FridayAFM - First blood

Héctor here, your AFM expert at Nanosurf calling out for people to share their Friday afternoon experiments. Today I image my own blood.

For quite some time I've been meaning to image my own blood, but pain prevented me from voluntary extraction. This is why, the other day, when I had a little mishap trying to open an IC, I was ready to grab a glass slide and put some droplets on it.

Since it was unplanned, and my first attempt at such thing, I just put some droplets on the glass slide and let them dry, but after the experiment, I learned that usually the preparation for this type of samples involves smearing the droplets with another glass slide to create areas with different amounts of cells.

1 Cut myself in the finger and put some droplets on a glass slide. Once dried, near the edge of one droplet it seems there is a suitable area for imaging.

By the way, I lied, there is no graphical content here.

I had to admit that my first impression was a bit disappointed, I was expecting textbook red blood cells looking like... filled donuts? buttons? disc-shaped with thick edges... and what I got was... well, see by yourselves. 

1 Red blood cells imaged in static mode with a Multi 75 probe.

As it turns out, there are several things that can induce stress on RBCs, and these, alongside ageing of the RBCs, can modify the shape of the RBCs (See Refs 1 and 2). Apparently, the competition between the lipid bilayer and the cytoskeleton is what generates all these strange shapes.Nevertheless, why I didn't get any of the disc-shaped with thick edges? 

So, first open question. Did I let it dry for too long? (About one hour), was the drying process too rough? Or because I didn't do the smearing with a glass slide I only get to see part of the RBCs population? I highly suspect is due to the sample preparation technique, because in Ref 3, they image 5300-years old blood from an iceman and looks better than mine. But the sample preparation is quite complex.

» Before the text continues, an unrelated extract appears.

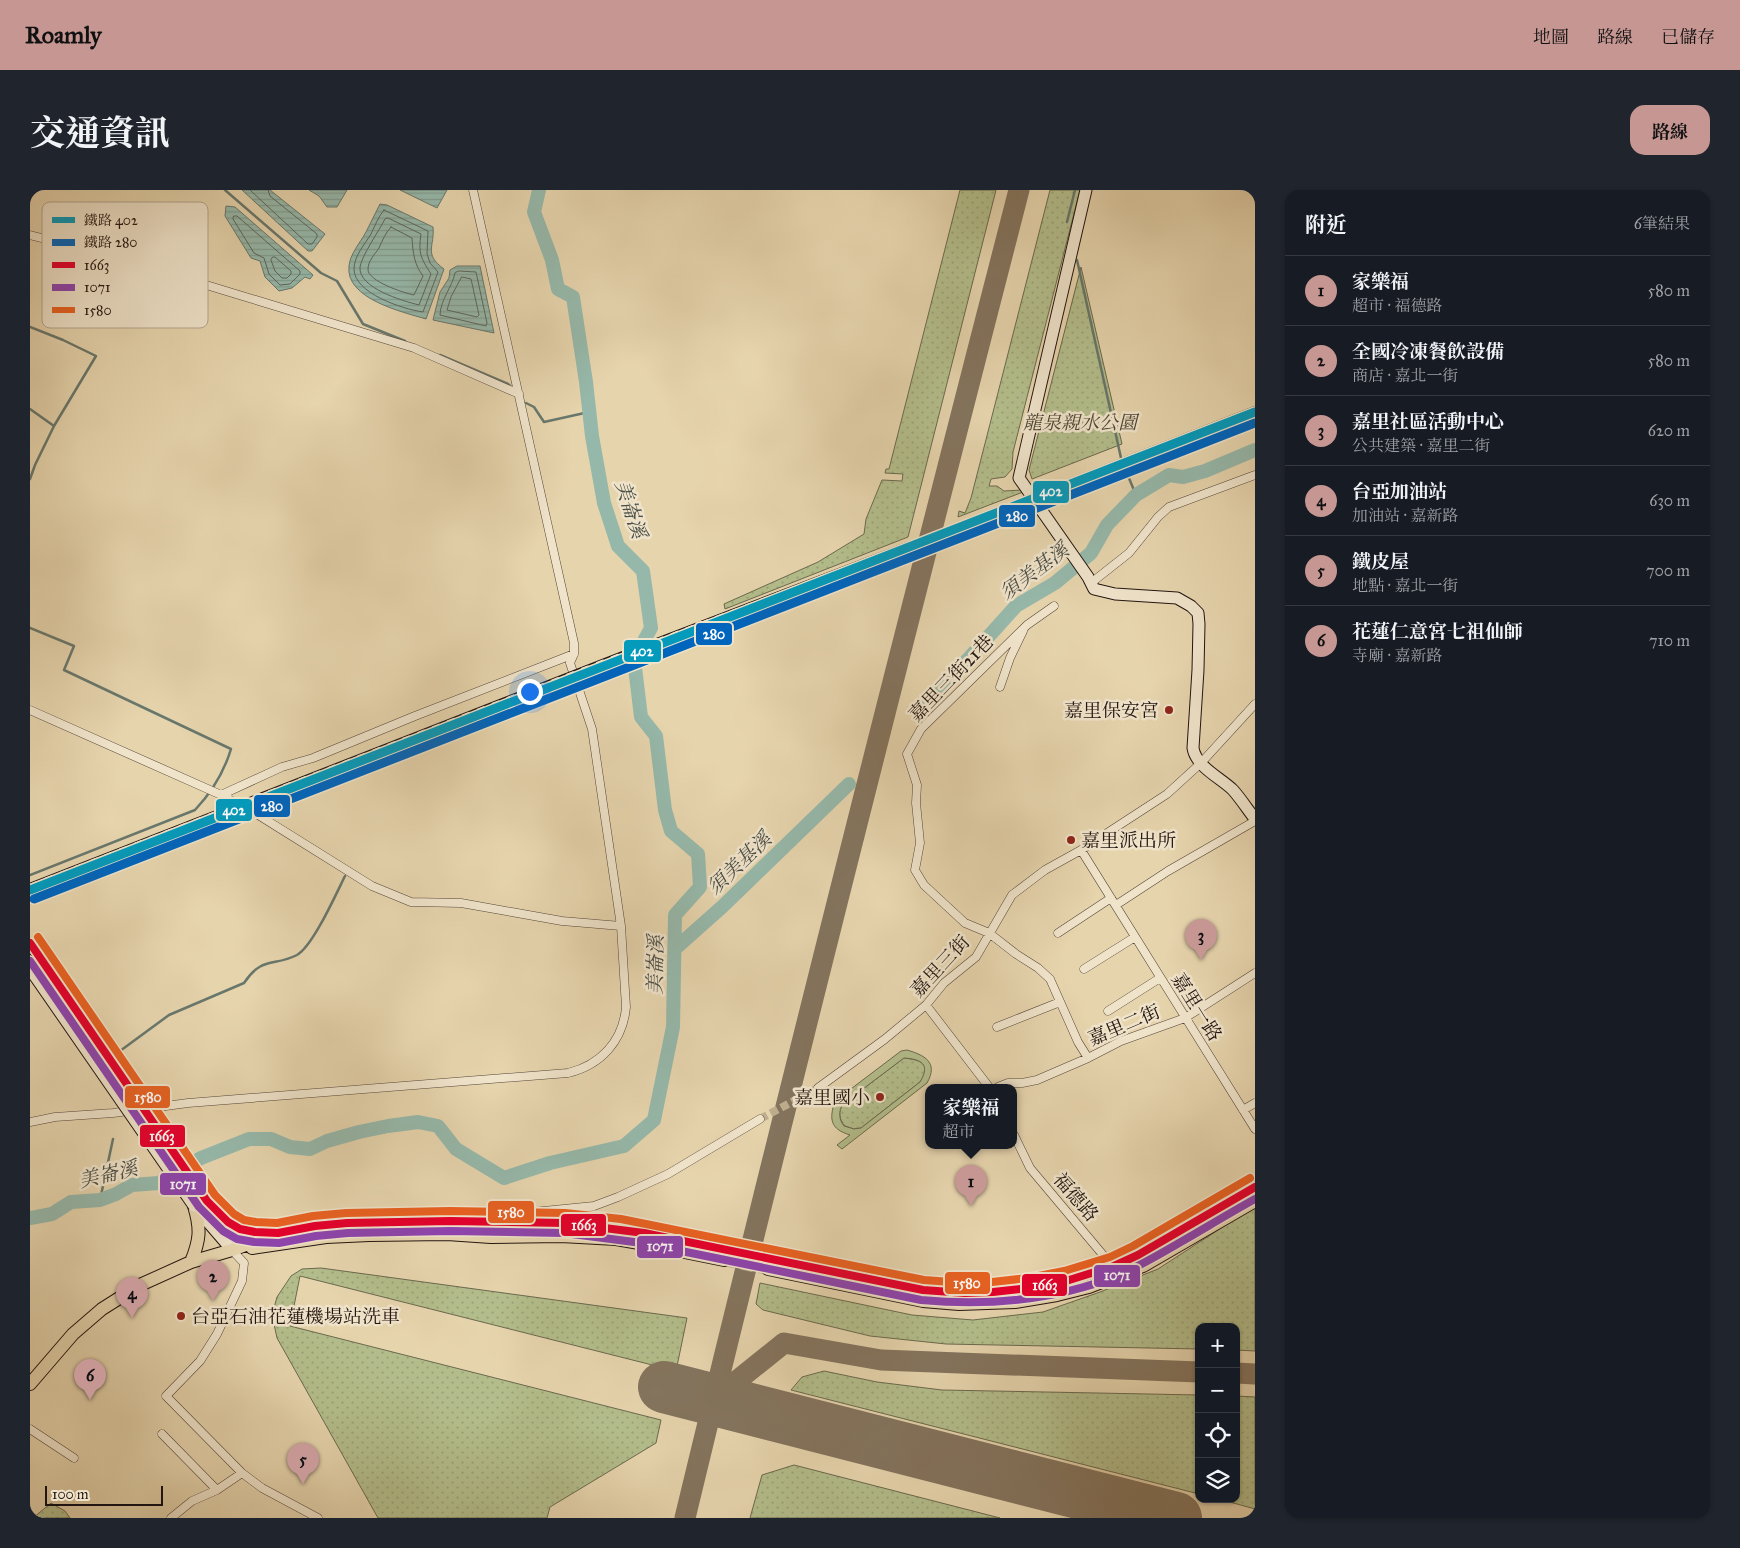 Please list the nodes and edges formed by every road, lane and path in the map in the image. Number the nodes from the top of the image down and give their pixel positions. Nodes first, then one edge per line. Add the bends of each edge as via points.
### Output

For instance, in Ref 4 they do: "The erythrocytes sample preparation was performed immediately after the blood sample collection in EDTA tubes; this was centrifuged (1000 rpm for two minutes) to discard the supernatant (plasma and buffy coat). The remaining pellet (erythrocytes) was fixed in glutaraldehyde (2.5 % in H2O, Sigma-Aldrich, St. Louis, MO, USA) and washed three times with 0.2 M phosphate-buffered saline (PBS). A drop was placed in silicon oxide (300 nm, Siltronix, Oceanside, CA, USA) and then air-dried ". This points to me that the exposure to the plasma nd the buffy coat could be the reason why in my sample there is few (if any) toroidal-shaped cells. Well, this is something to try next time around.

After looking at the shape, I tried looking at the surface of the cells (see below), because there has been publications where they study the cytoskeleton or the formation of vesicles (see Ref 5). As you can see below, I did manage to see something on top of the cells (after flattening the image quite a lot), but unfortunately, very similar granular distribution can be seen also on the substrate, meaning that this is likely residue left after the drying process (this is where the "washed three times with 0.2 M PBS" might be handy).

1 Red blood cells imaged in static mode with a Multi-75 probe. Top topography images, bottom corresponding flattened images to highlight the texture of the surfaces.

Next I noticed that around many cells there where finger-like structures. On one hand, it makes sense that they might be fibrin from the coagulation, trying to bind the cells together. On the other hand, the literature I have seen shows long filaments, not these small structures at the crevices... I have seen similar dendritic structures when salt crystals form, and I didn't prepared this sample... so there is a chance that these are just salt residues, and without further evidence to support one thing or the other, I will just report them here, hopping that in the future new data will help clarify their origin.

1 Red blood cells imaged in static mode with a Multi-75 probe. Maybe fibrin fibers?

At this point, convinced that the RBCs were deteriorated, and that there was a layer of residue everywhere, I thought nanomechanical measurements didn't make sense, so I just finished taking a large area image to show you how small was this "usable" area of few or single-cell layer.

1 Red blood cells imaged in static mode with a Multi-75 probe. Large-area scan.

Let's recap. Without sample preparation (a part from letting it dry for about half an hour - one hour), we managed to image red blood cells. We saw individual cells with different shapes, likely indicating stress. Although no preparation was good enough to see cells, it was not good to see details on the surface. In addition to cells, we also saw what could be fibrin fibers, however, this last part needs to be confirmed, as salt dendrites take sometimes similar appearance.